>>>

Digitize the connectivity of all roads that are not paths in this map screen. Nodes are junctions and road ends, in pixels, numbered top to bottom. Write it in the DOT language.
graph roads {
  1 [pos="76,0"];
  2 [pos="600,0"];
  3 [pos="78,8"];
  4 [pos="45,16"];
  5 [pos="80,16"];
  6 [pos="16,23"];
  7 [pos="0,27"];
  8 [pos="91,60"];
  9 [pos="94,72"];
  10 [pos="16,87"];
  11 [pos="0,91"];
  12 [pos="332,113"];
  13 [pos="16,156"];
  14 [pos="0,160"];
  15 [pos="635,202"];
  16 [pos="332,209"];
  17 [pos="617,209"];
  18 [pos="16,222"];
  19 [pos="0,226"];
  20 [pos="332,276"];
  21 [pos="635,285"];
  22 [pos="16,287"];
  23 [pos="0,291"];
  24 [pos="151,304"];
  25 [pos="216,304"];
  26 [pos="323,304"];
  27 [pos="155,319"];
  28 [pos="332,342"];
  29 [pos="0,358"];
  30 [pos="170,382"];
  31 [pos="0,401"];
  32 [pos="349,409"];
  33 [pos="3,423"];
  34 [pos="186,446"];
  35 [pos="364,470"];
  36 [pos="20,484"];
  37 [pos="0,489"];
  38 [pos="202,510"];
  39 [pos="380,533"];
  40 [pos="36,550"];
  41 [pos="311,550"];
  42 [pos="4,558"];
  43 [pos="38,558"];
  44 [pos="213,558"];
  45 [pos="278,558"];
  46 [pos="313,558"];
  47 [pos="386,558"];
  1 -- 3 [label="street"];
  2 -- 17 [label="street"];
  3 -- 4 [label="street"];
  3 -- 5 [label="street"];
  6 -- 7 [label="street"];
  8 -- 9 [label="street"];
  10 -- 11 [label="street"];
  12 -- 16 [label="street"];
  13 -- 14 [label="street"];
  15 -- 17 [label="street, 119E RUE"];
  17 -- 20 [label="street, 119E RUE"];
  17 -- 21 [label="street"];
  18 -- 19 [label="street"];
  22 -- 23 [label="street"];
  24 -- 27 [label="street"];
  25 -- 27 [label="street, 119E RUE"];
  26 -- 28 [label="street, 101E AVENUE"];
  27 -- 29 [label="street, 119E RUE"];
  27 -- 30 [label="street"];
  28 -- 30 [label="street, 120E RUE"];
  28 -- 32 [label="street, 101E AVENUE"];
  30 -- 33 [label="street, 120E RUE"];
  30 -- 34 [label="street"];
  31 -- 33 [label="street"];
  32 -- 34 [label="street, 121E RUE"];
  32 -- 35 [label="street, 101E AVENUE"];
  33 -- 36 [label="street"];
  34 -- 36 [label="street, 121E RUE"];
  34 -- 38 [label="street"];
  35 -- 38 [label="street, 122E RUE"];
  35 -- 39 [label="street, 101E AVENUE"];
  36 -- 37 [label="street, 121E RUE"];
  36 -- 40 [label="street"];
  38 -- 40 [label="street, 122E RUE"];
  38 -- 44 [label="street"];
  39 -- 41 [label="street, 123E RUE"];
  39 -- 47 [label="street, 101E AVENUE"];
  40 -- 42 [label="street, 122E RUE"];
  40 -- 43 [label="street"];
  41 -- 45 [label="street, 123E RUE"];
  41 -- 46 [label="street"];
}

<<<

* _About this task_: Return each line of the data above that includes the word "AVENUE".

* _Response box_:
  26 -- 28 [label="street, 101E AVENUE"];
  28 -- 32 [label="street, 101E AVENUE"];
  32 -- 35 [label="street, 101E AVENUE"];
  35 -- 39 [label="street, 101E AVENUE"];
  39 -- 47 [label="street, 101E AVENUE"];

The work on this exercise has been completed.